I wish all the shows weren't on the other side of the state.  They all look fabulous, Victoria. Hopefully sometime this year I'll get to meet you guys and your goats.


----------



## toth boer goats

:hi5::thumbup:


----------



## Crossroads Boers

Thanks!  They'll be a week old tomorrow! 

Thanks Sydney.  Yeah, we still need to meet you! Hopefully sometime soon. This year at least...


----------



## Crossroads Boers

Babe's kids are getting big! I love how flashy the black dappled coloring is in the sun.


----------



## RPC

They sure look like they are getting big. It's sad how fast they grow.


----------



## Trickyroo

Wow , gorgeous ! What beautiful color they have !
It is amazing how fast they grow !
Its a very sad day for me when i cannot pick them up and carry them around with me , lol..


----------



## Crossroads Boers

Thanks Laura! 

I know... they grow up so fast! It's especially sad with these ones since we don't have more babies due for 2 months! These ones will be almost weaned by then.


----------



## Jessica84

Beautiful!!! Babes is doing such a good job with my boy 
Who next in two months Dazzle??


----------



## Crossroads Boers

She sure is.  She's probably one of our best moms. 

Yes, Dazzle is due on May 14th and Dandi June 2nd.


----------



## crosscandyboers

I'm excited to see what Dazzle throws! Are you girls planning on going to Wild West unless she doesn't kid by then?


----------



## CritterCarnival

You have the most beautiful goats...


----------



## Crossroads Boers

Me too! Yes, we're planning on coming to Wild West. Hopefully she'll be nice to us and kid before then. Otherwise she may be coming with us...  

Thanks Kat.


----------



## crosscandyboers

Haha a goat kidding at a show isn't that bad  maybe she needs her own corner pen! That is our first show of the season so I'm looking forward to it. Now just have to decide on who I am taking!


----------



## Crossroads Boers

Here are some random pics from the past week or two.


----------



## toth boer goats

Cute pics, LOL, they are having a blast on momma's backs. :laugh:


----------



## goatygirl

You're goats look so calm how do they look so calm. my nigi is due sone a she acts like a yearling.


----------



## Crossroads Boers

They sure are.  Magic's paint doeling with her front hooves on the box likes to run across all the moms' backs at feeding time. The moms don't seem to mind. 
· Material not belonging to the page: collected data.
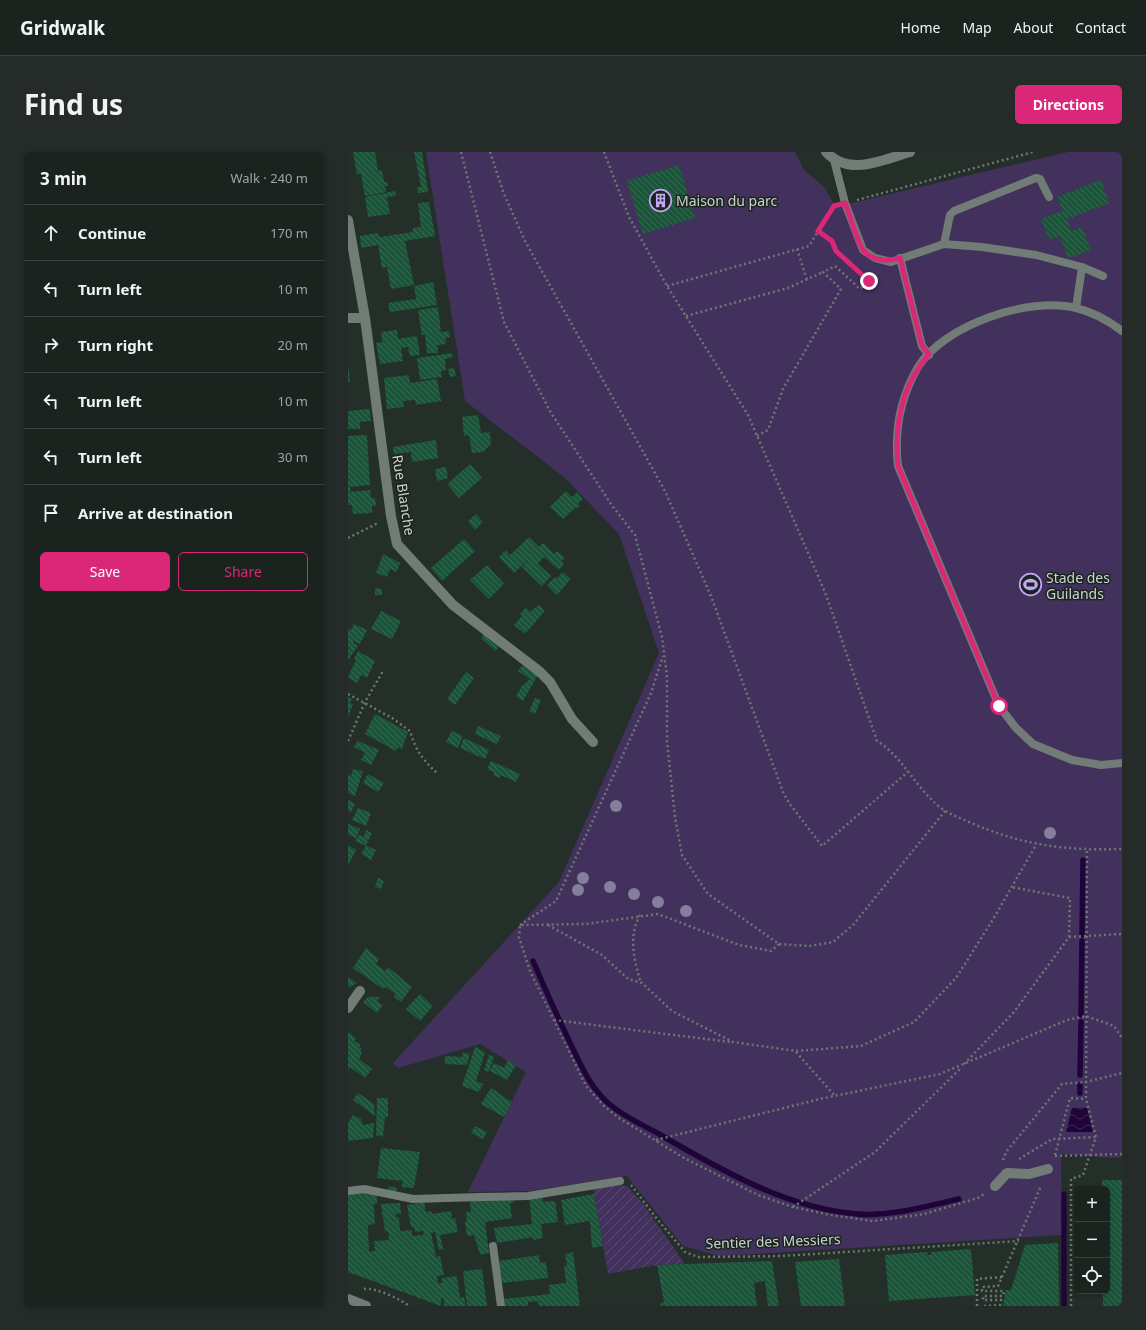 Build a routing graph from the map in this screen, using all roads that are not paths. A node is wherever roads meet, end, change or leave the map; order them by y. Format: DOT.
graph roads {
  1 [pos="826,152"];
  2 [pos="910,152"];
  3 [pos="834,160"];
  4 [pos="1049,198"];
  5 [pos="348,220"];
  6 [pos="944,244"];
  7 [pos="900,258"];
  8 [pos="1082,267"];
  9 [pos="1104,276"];
  10 [pos="1076,308"];
  11 [pos="348,318"];
  12 [pos="365,318"];
  13 [pos="1122,331"];
  14 [pos="929,354"];
  15 [pos="594,742"];
  16 [pos="1122,763"];
  17 [pos="360,991"];
  18 [pos="348,1008"];
  19 [pos="1048,1169"];
  20 [pos="620,1181"];
  21 [pos="996,1186"];
  22 [pos="348,1191"];
  23 [pos="493,1246"];
  24 [pos="348,1299"];
  25 [pos="366,1306"];
  26 [pos="501,1306"];
  1 -- 3 [label="street"];
  2 -- 3 [label="street"];
  3 -- 7 [label="lane"];
  4 -- 6 [label="lane"];
  5 -- 12 [label="street, Rue Blanche"];
  6 -- 7 [label="lane"];
  6 -- 8 [label="lane"];
  7 -- 14 [label="lane"];
  8 -- 9 [label="lane"];
  8 -- 10 [label="lane"];
  10 -- 13 [label="lane"];
  10 -- 14 [label="lane"];
  11 -- 12 [label="street"];
  12 -- 15 [label="street, Rue Blanche"];
  14 -- 16 [label="lane"];
  17 -- 18 [label="street"];
  19 -- 21 [label="street"];
  20 -- 22 [label="lane"];
  23 -- 26 [label="lane"];
  24 -- 25 [label="street"];
}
Lol. The kids aren't calm unless they are sleeping. Most of my pictures have them jumping all over the place. Sometimes I just happen to catch them standing still for half a second.


----------



## CountyLineAcres

I see that Liberty's udder is looking full! Good to see since it was worrying  Gorgeous kids!!


----------



## Crossroads Boers

Thanks.  

Yes, her udder really filled! She's just nursing that one doeling on her back(Belle). We ended up selling the other paint sister (Jubilee) on a bottle as she was still nursing on Liberty all the time... even though we gave her a bottle every 4 hours. Belle wasn't growing well at all since she refused a bottle. She's doing better now that Jubilee isn't sharing the udder. I really didn't want to sell Jubilee... but it was a perfect home for her.


----------



## Trickyroo

Crossroads Boers said:


> They sure are.  Magic's paint doeling with her front hooves on the box likes to run across all the moms' backs at feeding time. The moms don't seem to mind.
> 
> Lol. The kids aren't calm unless they are sleeping. Most of my pictures have them jumping all over the place. Sometimes I just happen to catch them standing still for half a second.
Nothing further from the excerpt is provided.